**WORK REQUEST:**
Could you transcribe the records below exactly, leaving out every picture?

◇ ◇ ◇ ◇ ◇

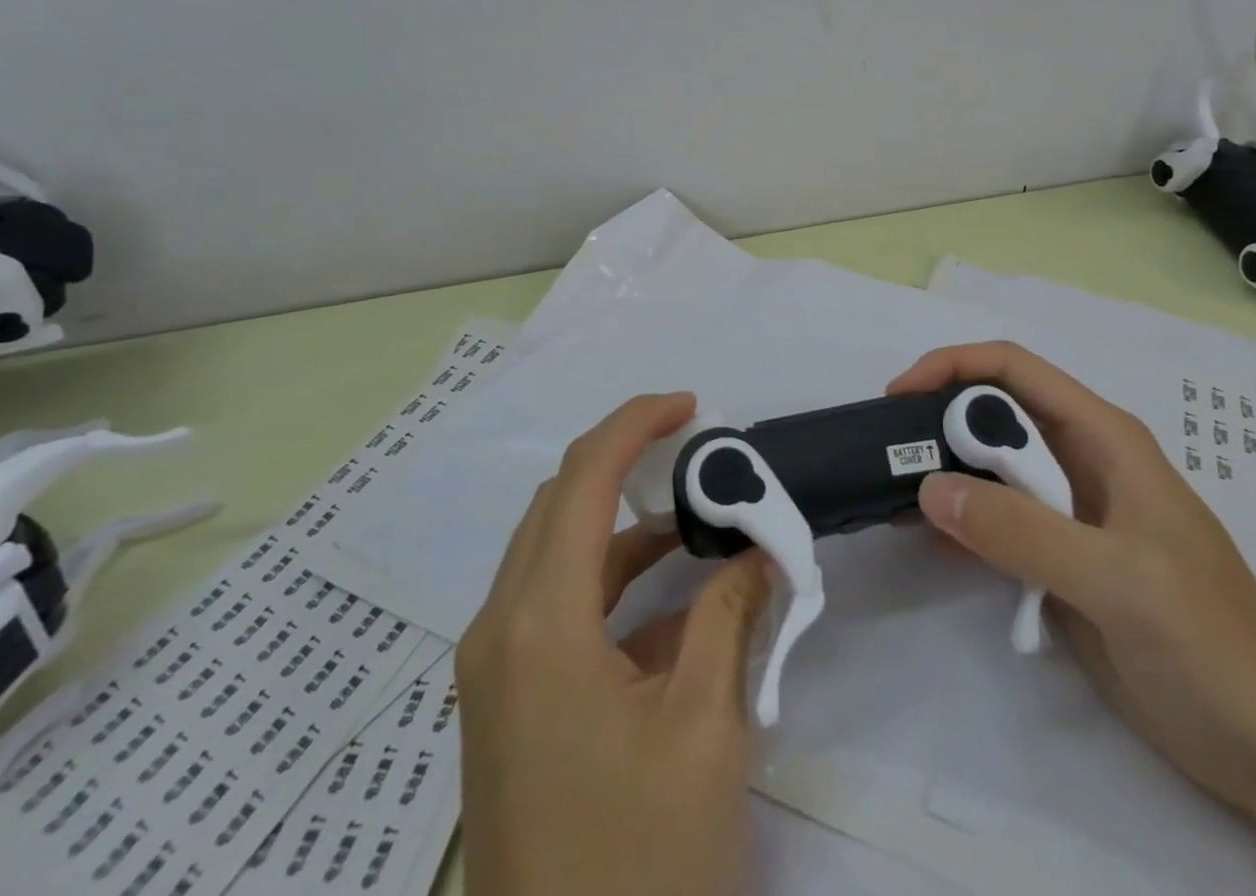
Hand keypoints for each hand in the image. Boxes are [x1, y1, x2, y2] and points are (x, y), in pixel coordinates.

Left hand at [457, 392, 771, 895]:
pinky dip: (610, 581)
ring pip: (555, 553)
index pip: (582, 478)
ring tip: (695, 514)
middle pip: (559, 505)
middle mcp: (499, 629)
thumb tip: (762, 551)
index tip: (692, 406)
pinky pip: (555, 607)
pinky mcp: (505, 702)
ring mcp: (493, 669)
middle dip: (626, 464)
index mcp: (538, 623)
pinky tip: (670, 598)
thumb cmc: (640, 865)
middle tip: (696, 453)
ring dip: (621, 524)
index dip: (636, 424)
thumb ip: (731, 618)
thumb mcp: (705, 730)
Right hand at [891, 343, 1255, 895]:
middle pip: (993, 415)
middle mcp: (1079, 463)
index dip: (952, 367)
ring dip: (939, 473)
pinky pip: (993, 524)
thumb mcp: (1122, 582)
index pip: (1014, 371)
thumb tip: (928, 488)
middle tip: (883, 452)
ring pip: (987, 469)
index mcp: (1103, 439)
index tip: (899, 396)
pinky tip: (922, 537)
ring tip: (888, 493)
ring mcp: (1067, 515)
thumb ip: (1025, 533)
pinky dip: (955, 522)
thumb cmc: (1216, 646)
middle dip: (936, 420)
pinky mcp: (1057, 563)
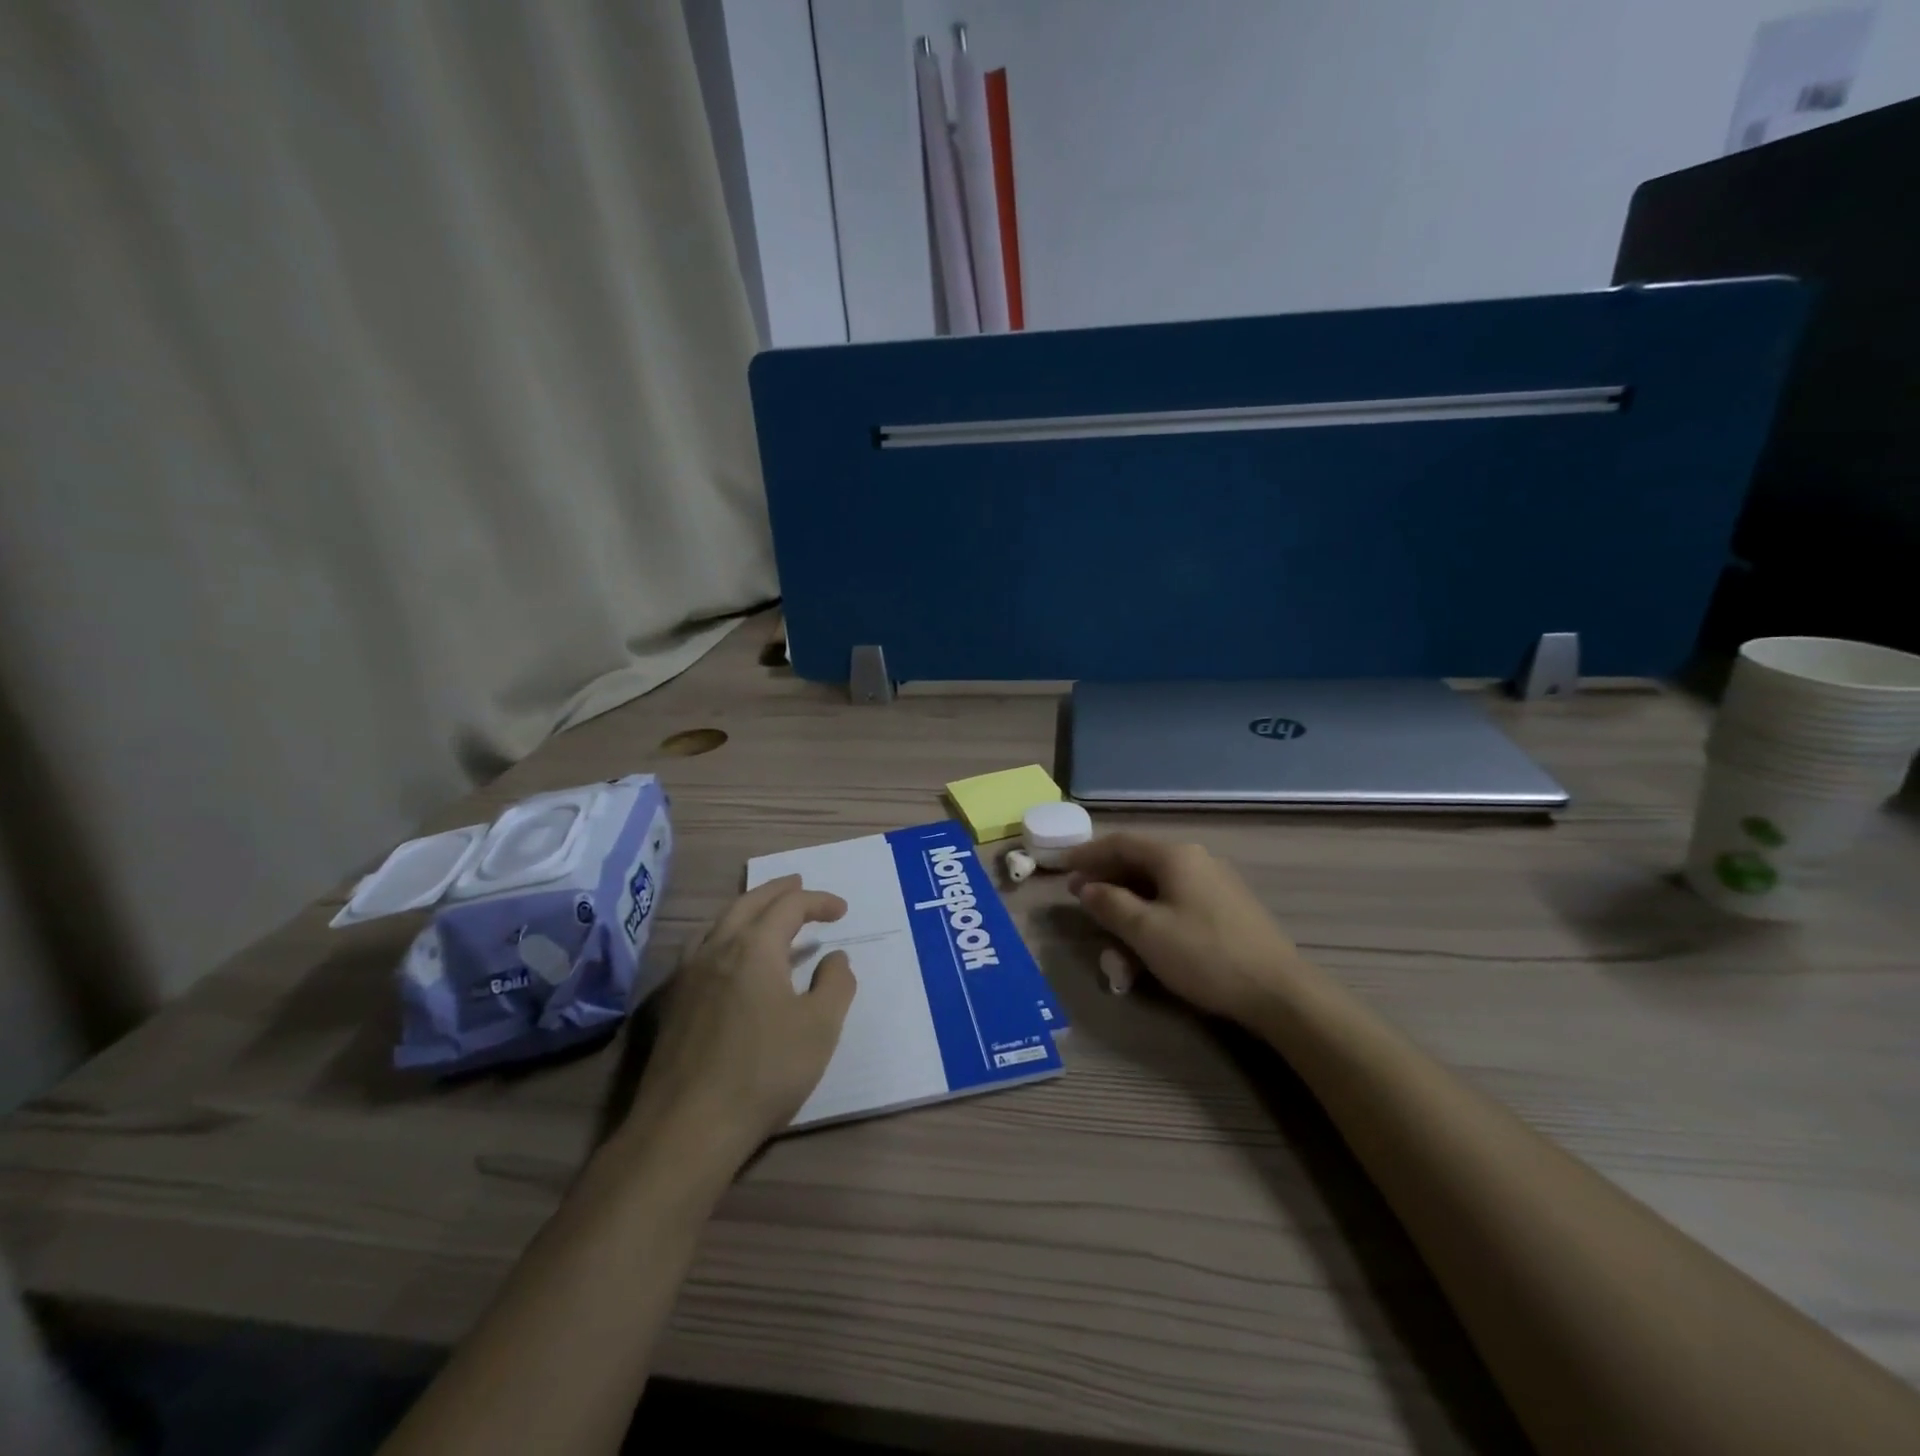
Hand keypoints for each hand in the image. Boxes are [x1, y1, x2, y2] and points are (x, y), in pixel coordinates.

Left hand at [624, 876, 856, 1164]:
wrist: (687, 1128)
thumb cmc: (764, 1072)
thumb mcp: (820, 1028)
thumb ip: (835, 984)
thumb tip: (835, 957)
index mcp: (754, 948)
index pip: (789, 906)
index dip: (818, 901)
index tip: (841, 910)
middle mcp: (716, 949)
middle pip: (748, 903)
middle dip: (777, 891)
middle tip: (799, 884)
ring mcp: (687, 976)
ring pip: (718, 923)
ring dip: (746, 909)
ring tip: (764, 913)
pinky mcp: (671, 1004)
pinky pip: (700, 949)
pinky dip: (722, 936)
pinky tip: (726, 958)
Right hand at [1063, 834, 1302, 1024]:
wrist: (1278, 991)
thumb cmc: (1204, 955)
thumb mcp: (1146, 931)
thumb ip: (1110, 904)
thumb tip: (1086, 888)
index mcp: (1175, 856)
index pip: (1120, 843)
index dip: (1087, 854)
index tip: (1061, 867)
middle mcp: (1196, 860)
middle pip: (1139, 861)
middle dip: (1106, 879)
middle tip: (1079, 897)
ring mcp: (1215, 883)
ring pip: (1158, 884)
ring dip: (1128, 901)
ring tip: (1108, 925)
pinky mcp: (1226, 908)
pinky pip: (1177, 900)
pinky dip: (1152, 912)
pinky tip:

◇ ◇ ◇ ◇ ◇

**EXERCISE RESULT:**
Hand keypoints for each hand in the image. Boxes are [x1, y1, x2, y2] and points are (x, y), in pixel coordinates.

Left hand at [457, 392, 771, 895]:
pinky dip: (610, 581)
ring pip: (555, 553)
index pip: (582, 478)
ring tip: (695, 514)
middle pip: (559, 505)
middle mcp: (499, 629)
thumb tip: (762, 551)
index tip: (692, 406)
pinky pip: (555, 607)
pinky mcp: (505, 702)
ring mcp: (493, 669)
middle dip: (626, 464)
index mcp: (538, 623)
pinky tip: (670, 598)
thumb cmc: (640, 865)
middle tip: (696, 453)
ring dip: (621, 524)
index dip: (636, 424)
thumb ip: (731, 618)
thumb mcp: (705, 730)
Right hand at [891, 343, 1255, 895]:
middle pip: (993, 415)
middle mcp: (1079, 463)
index dip: (952, 367)
ring dip: (939, 473)
pinky pip: (993, 524)
thumb mcp: (1122, 582)
index pip: (1014, 371)
thumb tip: (928, 488)
middle tip: (883, 452)
ring pip: (987, 469)
index mcp: (1103, 439)
index tip: (899, 396)
pinky tip: (922, 537)
ring tip: (888, 493)
ring mcp: (1067, 515)
thumb ip: (1025, 533)
pinky dip: (955, 522)
thumb cmc: (1216, 646)
middle dip: (936, 420)
pinky mcp: (1057, 563)
Hand keypoints for each hand in the image. Boxes are [x1, y1, x2, y2] and points are (x, y), in pixel coordinates.

Left hand at [624, 876, 856, 1164]:
wrist: (687, 1128)
thumb cmc: (764, 1072)
thumb mcp: (820, 1028)
thumb ip: (835, 984)
thumb tip: (835, 957)
index mcp: (754, 948)
index pip: (789, 906)
index dip: (818, 901)
index tip: (841, 910)
middle mcp: (716, 949)
middle pip: (748, 903)
middle dip: (777, 891)
middle tip: (799, 884)
ring mcp: (687, 976)
ring pip: (718, 923)
ring dip: (746, 909)
ring tip: (764, 913)
pinky mcp: (671, 1004)
pinky pip: (700, 949)
pinky dip: (722, 936)
pinky tip: (726, 958)
Right hand at [1063, 834, 1302, 1024]:
wrist: (1278, 991)
thumb cmc: (1204, 955)
thumb mcp: (1146, 931)
thumb ip: (1110, 904)
thumb tip: (1086, 888)
index mcp: (1175, 856)
index pip: (1120, 843)
index dip: (1087, 854)
index tip: (1061, 867)
middle mcp: (1196, 860)
middle pip: (1139, 861)
middle dip: (1106, 879)
middle tip: (1079, 897)
ring mcp: (1215, 883)
ring pip: (1158, 884)
ring dip: (1128, 901)
ring tip: (1108, 925)
pinky mcp: (1226, 908)
pinky pip: (1177, 900)
pinky dip: (1152, 912)
pinky tip:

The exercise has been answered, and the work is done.